Weihbischof Renz beim Landfrauentag in Leutkirch

Insbesondere die Anteilnahme der Menschen an den Ereignissen des vergangenen Jahres. Das Sterben von Papst Johannes Paul II. und der Wahl von Papst Benedikt XVI. zeigten, wie bedeutend die Fragen der Religion für den Einzelnen und für die ganze Gesellschaft seien – aller Negierung und Unkenrufen zum Trotz, sagte Weihbischof Thomas Maria Renz in Leutkirch. Die Gegnerschaft gegen Glaube und Kirche weiche zunehmend einer Offenheit für das Religiöse und Spirituelle. In einer Gesellschaft, die sich durch Unübersichtlichkeit und Vereinzelung auszeichne, in der Lebensgenuss, Lebensstandards und Gesundheitsbewusstsein auf der Werteskala der Menschen höher stehen, als soziale und religiöse Werte, suchten die Menschen nach einem Glauben, der sie trage. In diesen Zeiten des Umbruchs sei es wichtig, dass Christen sich nicht in die Innerlichkeit zurückziehen, sondern ihre Hoffnung in ihrem Handeln bezeugten. „Christen leben nicht fremd, sondern mitten in der Welt“, sagte der Weihbischof.


Glauben bedeute, den anderen mit Sympathie zu begegnen, die Welt und das eigene Leben zu bejahen und sie in der Kraft des Heiligen Geistes mitzugestalten. Dazu gehöre auch, sich den unangenehmen Seiten des Lebens zu stellen und sich für die Wahrheit und Gerechtigkeit einzusetzen, auch wenn es schwierig und unbequem werde.

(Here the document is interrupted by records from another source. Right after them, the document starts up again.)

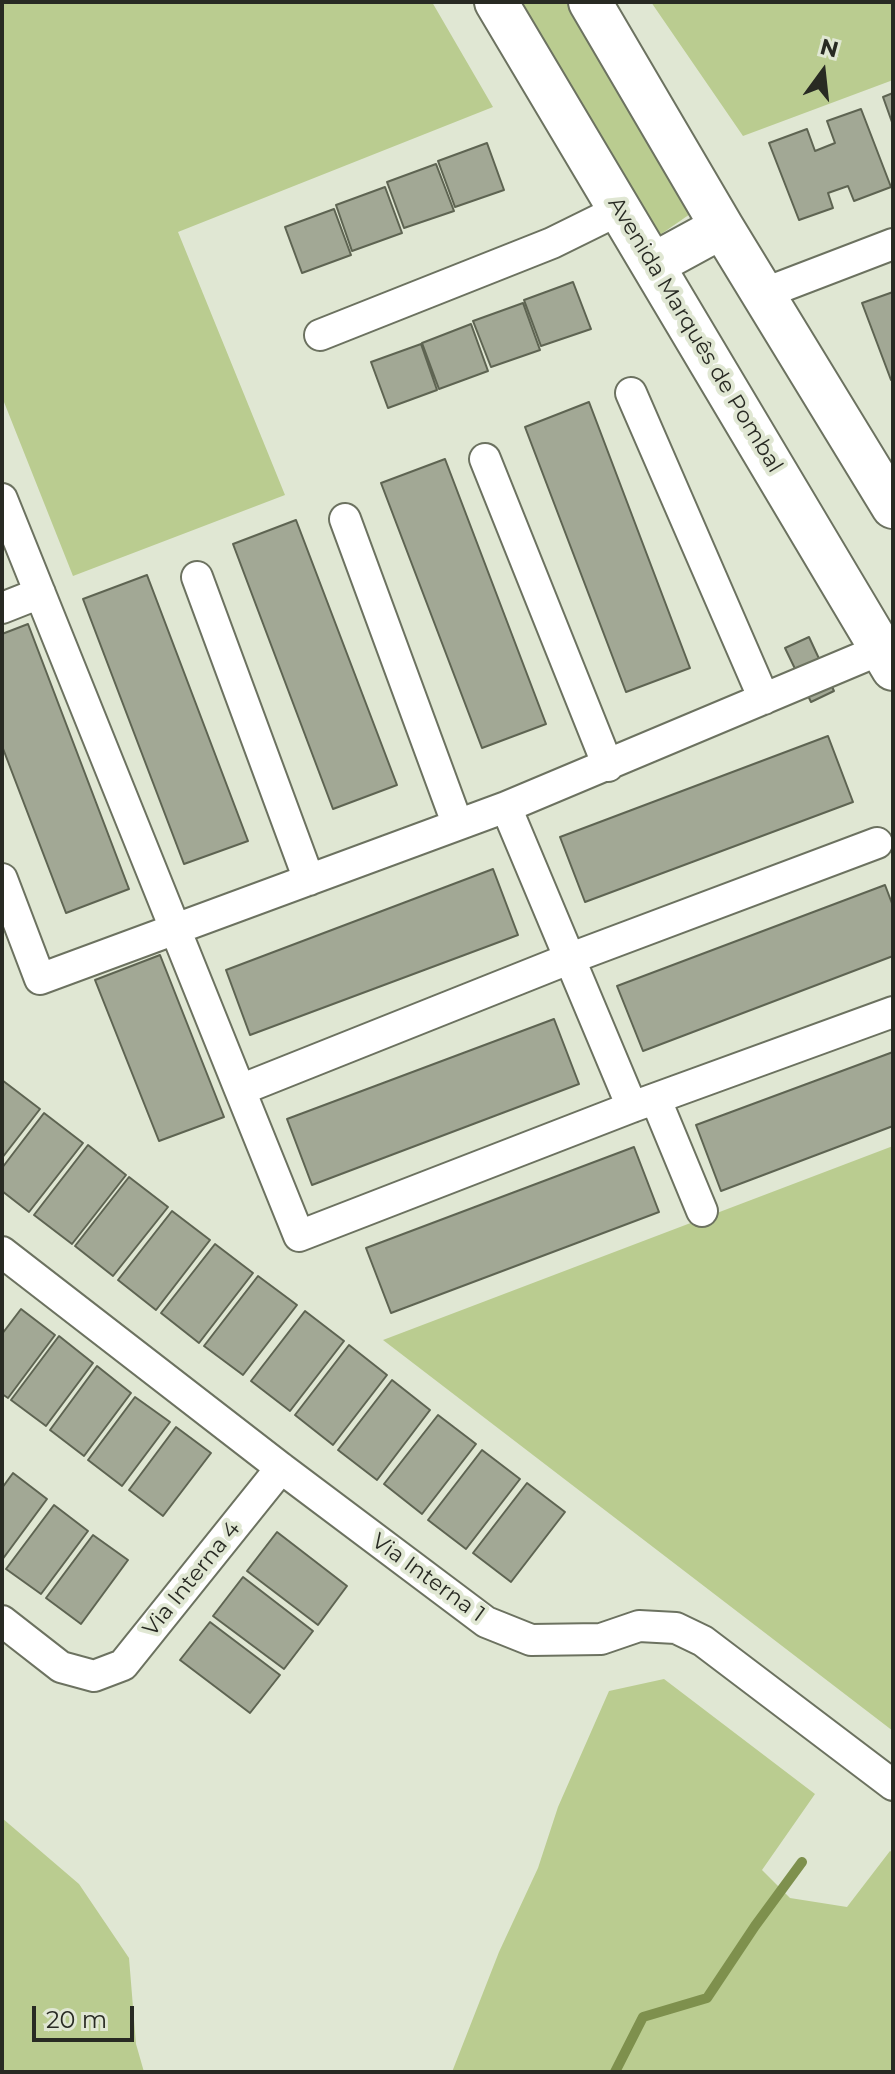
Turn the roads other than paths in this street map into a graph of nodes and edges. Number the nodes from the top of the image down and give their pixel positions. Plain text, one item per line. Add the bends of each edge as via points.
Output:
1 (496, 2) edge
2 (590, 2) edge
3 (621, 209) junction
4 (722, 227) junction
5 (893, 244) edge
6 (654, 264) junction
7 (765, 293) junction
8 (320, 335) dead end
9 (631, 393) dead end
10 (485, 459) dead end
11 (2, 499) edge
12 (893, 507) edge
13 (345, 519) dead end
14 (197, 577) dead end
15 (40, 593) junction
16 (2, 608) edge
17 (887, 659) edge
18 (764, 699) junction
19 (608, 766) junction
20 (506, 807) junction
21 (457, 823) junction
22 (877, 843) dead end
23 (2, 879) edge
24 (309, 880) junction
25 (175, 927) junction
26 (571, 958) junction
27 (893, 1012) edge
28 (240, 1090) junction
29 (644, 1104) junction
30 (702, 1211) dead end
31 (2, 1252) edge
32 (281, 1468) junction
33 (2, 1621) edge
34 (893, 1785) edge

1 - 3 main road, Avenida Marquês de Pombal
2 - 4 main road
3 - 6 main road, Avenida Marquês de Pombal
3 - 8 street via 552,243
4 - 6 main road
4 - 7 main road
5 - 7 street
6 - 17 main road, Avenida Marquês de Pombal
7 - 12 main road
9 - 18 street
10 - 19 street
11 - 15 street
13 - 21 street
14 - 24 street
15 - 16 street
15 - 25 street
17 - 18 street
18 - 19 street
19 - 20 street
20 - 21 street
20 - 26 street
21 - 24 street
22 - 26 street
23 - 25 street via 40,979
24 - 25 street
25 - 28 street
26 - 28 street
26 - 29 street
27 - 29 street
28 - 29 street via 299,1236
29 - 30 street
31 - 32 street, Via Interna 1
32 - 33 street, Via Interna 4 via 123,1665 94,1676 61,1667
32 - 34 street, Via Interna 1 via 486,1622 531,1640 601,1639 639,1626 676,1628 703,1641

Renz betonte: „Unser Glaube ist nicht nur ein bereicherndes Geschenk. Er ist zugleich Aufgabe. Unsre Überzeugung verpflichtet uns Christen nicht nur, positiv zu denken, sondern auch positiv zu handeln.“
Mut zum Zeugnis bedeute in unserer Zeit insbesondere auch die Anwaltschaft für die Würde, Achtung und Ehrfurcht vor der Person von der Zeugung bis zum Tod.

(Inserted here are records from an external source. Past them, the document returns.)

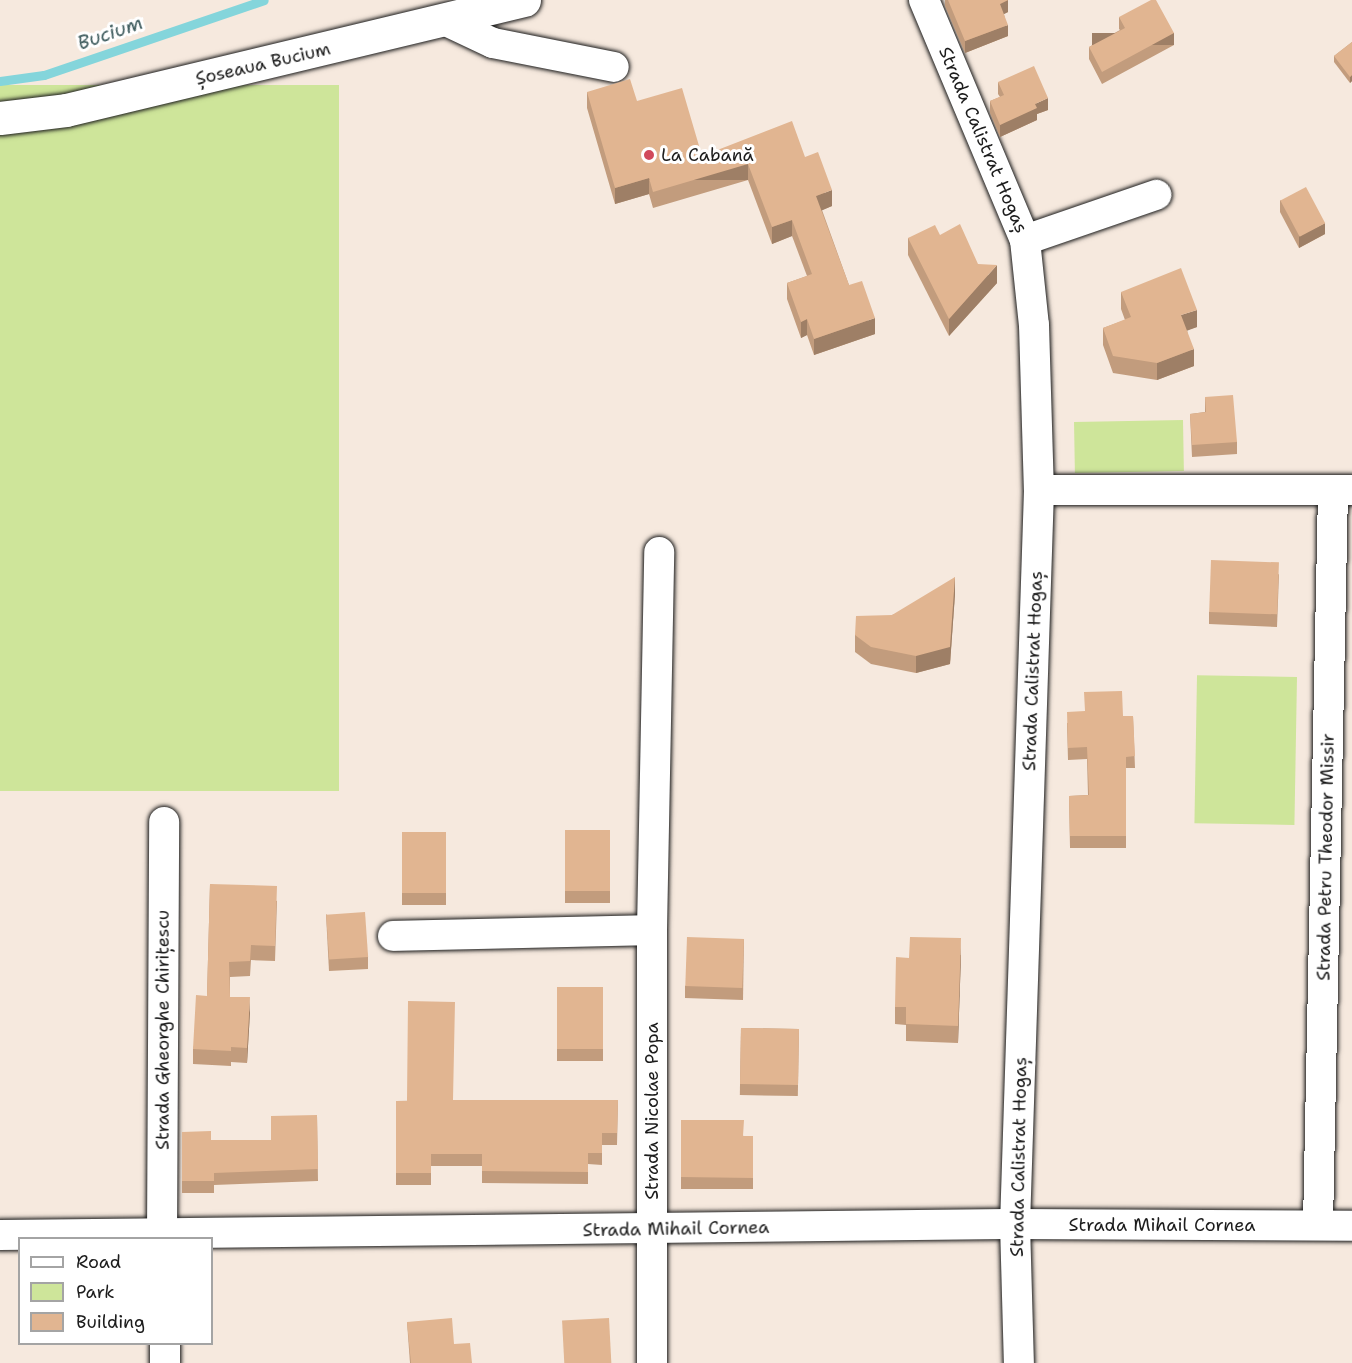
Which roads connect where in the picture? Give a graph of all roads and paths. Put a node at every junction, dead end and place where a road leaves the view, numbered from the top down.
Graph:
1 (524, 0) edge
2 (924, 0) edge
3 (446, 21) junction
4 (614, 67) dead end
5 (0, 118) edge
6 (1156, 195) dead end
7 (1025, 240) junction
8 (1039, 490) junction
9 (1343, 490) edge
10 (658, 552) dead end
11 (164, 822) dead end
12 (652, 930) junction
13 (393, 936) dead end
14 (1015, 1224) junction
15 (1318, 1225) junction
16 (1352, 1226) edge
17 (652, 1229) junction
18 (0, 1235) edge
19 (162, 1236) edge
20 (165, 1345) edge
21 (165, 1363) edge
22 (652, 1363) edge
23 (1019, 1363) edge

1 - 3 main road, Șoseaua Bucium
2 - 7 street, Strada Calistrat Hogaș
3 - 4 street
3 - 5 main road, Șoseaua Bucium
6 - 7 street
7 - 8 street, Strada Calistrat Hogaș
8 - 9 street, Strada Petru Theodor Missir
8 - 14 street, Strada Calistrat Hogaș
9 - 15 street, Strada Petru Theodor Missir
10 - 12 street, Strada Nicolae Popa
11 - 19 street, Strada Gheorghe Chirițescu
12 - 13 street
12 - 17 street, Strada Nicolae Popa
14 - 15 street, Strada Mihail Cornea
14 - 17 street, Strada Mihail Cornea
14 - 23 street, Strada Calistrat Hogaș
15 - 16 street, Strada Mihail Cornea
17 - 19 street, Strada Mihail Cornea
17 - 22 street, Strada Nicolae Popa
18 - 19 street, Strada Mihail Cornea
20 - 21 street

Der Weihbischof würdigte insbesondere das große Engagement in den Verbänden und Kirchengemeinden: „Tausende von Laien sind heute ehrenamtlich und auch hauptamtlich in unseren Gemeinden tätig, so viele wie noch nie zuvor in der Geschichte – allein in unserer Diözese etwa 100.000!“

Der Landfrauentag in Leutkirch ist einer von insgesamt 28 Begegnungstagen für Frauen aus Stadt und Land, die an verschiedenen Orten in der Diözese stattfinden. In der Zeit von Januar bis März treffen sich von Bad Mergentheim bis Tettnang, von Heiligenbronn bis Neresheim über 2500 Frauen zu regionalen Veranstaltungen. Ursprünglich 1949 als Aus-Tag für Bäuerinnen geplant, nehmen heute zunehmend Frauen aus den verschiedensten Berufen an den Treffen teil. Initiiert werden die Veranstaltungen, die meist von Ehrenamtlichen organisiert und vorbereitet werden, vom Katholischen Frauenbund.